[[ Listed records, beginning ]]

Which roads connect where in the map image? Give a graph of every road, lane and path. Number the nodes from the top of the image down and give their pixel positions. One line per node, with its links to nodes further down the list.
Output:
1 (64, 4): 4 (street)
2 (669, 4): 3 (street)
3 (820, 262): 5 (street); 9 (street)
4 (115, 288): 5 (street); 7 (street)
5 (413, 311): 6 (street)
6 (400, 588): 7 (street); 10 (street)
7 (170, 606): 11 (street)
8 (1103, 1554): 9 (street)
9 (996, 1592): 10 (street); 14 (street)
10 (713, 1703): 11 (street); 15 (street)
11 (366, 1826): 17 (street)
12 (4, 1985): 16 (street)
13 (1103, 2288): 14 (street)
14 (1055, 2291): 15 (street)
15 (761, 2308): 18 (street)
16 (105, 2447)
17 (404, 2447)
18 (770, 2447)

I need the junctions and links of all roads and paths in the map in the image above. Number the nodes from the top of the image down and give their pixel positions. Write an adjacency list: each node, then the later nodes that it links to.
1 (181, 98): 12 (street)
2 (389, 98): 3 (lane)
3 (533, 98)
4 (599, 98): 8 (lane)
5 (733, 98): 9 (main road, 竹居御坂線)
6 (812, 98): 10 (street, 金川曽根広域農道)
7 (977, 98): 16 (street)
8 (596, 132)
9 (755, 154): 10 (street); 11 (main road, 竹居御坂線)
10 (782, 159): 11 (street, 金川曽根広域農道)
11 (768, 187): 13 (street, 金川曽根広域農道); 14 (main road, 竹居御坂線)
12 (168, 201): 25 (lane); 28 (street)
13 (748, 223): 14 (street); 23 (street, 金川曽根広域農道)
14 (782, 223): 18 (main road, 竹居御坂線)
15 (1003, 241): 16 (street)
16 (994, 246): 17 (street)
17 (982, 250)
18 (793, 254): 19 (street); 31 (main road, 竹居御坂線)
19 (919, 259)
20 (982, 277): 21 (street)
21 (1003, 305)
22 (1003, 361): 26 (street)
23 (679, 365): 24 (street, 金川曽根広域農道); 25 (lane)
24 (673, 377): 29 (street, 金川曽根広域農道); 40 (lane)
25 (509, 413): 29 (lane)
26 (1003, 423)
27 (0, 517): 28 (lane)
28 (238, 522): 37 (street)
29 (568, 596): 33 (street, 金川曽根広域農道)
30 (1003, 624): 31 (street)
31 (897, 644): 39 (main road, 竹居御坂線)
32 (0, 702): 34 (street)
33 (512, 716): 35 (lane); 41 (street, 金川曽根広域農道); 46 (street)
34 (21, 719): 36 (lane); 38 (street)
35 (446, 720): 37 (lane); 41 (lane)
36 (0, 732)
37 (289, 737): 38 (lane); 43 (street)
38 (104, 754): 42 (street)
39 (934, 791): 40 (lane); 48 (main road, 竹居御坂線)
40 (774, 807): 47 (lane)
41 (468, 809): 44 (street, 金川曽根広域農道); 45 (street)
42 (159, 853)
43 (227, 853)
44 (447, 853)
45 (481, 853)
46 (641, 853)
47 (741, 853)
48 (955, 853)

[[ Listed records, end ]]

• Required work
Could every entry above be printed again, word for word?

• The answer
Which roads connect where in the map image? Give a graph of every road, lane and path. Number the nodes from the top of the image down and give their pixel positions. One line per node, with its links to nodes further down the list.
Output:
1 (64, 4): 4 (street)
2 (669, 4): 3 (street)
3 (820, 262): 5 (street); 9 (street)
4 (115, 288): 5 (street); 7 (street)
5 (413, 311): 6 (street)
6 (400, 588): 7 (street); 10 (street)
7 (170, 606): 11 (street)
8 (1103, 1554): 9 (street)
9 (996, 1592): 10 (street); 14 (street)
10 (713, 1703): 11 (street); 15 (street)
11 (366, 1826): 17 (street)
12 (4, 1985): 16 (street)
13 (1103, 2288): 14 (street)
14 (1055, 2291): 15 (street)
15 (761, 2308): 18 (street)
16 (105, 2447)
17 (404, 2447)
18 (770, 2447)

I need the junctions and links of all roads and paths in the map in the image above. Number the nodes from the top of the image down and give their pixel positions. Write an adjacency list: each node, then the later nodes that it links to.
1 (181, 98): 12 (street)
2 (389, 98): 3 (lane)
3 (533, 98)
4 (599, 98): 8 (lane)
5 (733, 98): 9 (main road, 竹居御坂線)
6 (812, 98): 10 (street, 金川曽根広域農道)
7 (977, 98): 16 (street)
8 (596, 132)
9 (755, 154): 10 (street); 11 (main road, 竹居御坂線)
10 (782, 159): 11 (street, 金川曽根広域農道)
11 (768, 187): 13 (street, 金川曽根広域農道); 14 (main road, 竹居御坂線)
12 (168, 201): 25 (lane); 28 (street)
13 (748, 223): 14 (street); 23 (street, 金川曽根広域農道)
14 (782, 223): 18 (main road, 竹居御坂線)
15 (1003, 241): 16 (street)
16 (994, 246): 17 (street)
17 (982, 250)
18 (793, 254): 19 (street); 31 (main road, 竹居御坂線)
19 (919, 259)
20 (982, 277): 21 (street)
21 (1003, 305)
22 (1003, 361): 26 (street)
23 (679, 365): 24 (street, 金川曽根広域農道); 25 (lane)
24 (673, 377): 29 (street, 金川曽根広域農道); 40 (lane)
25 (509, 413): 29 (lane)
26 (1003, 423)
27 (0, 517): 28 (lane)
28 (238, 522): 37 (street)
29 (568, 596): 33 (street, 金川曽根広域農道)
30 (1003, 624): 31 (street)
31 (897, 644): 39 (main road, 竹居御坂線)
32 (0, 702): 34 (street)
33 (512, 716): 35 (lane); 41 (street, 金川曽根広域農道); 46 (street)
34 (21, 719): 36 (lane); 38 (street)
35 (446, 720): 37 (lane); 41 (lane)
36 (0, 732)
37 (289, 737): 38 (lane); 43 (street)
38 (104, 754): 42 (street)
39 (934, 791): 40 (lane); 48 (main road, 竹居御坂線)
40 (774, 807): 47 (lane)
41 (468, 809): 44 (street, 金川曽根広域農道); 45 (street)
42 (159, 853)
43 (227, 853)
44 (447, 853)
45 (481, 853)
46 (641, 853)
47 (741, 853)
48 (955, 853)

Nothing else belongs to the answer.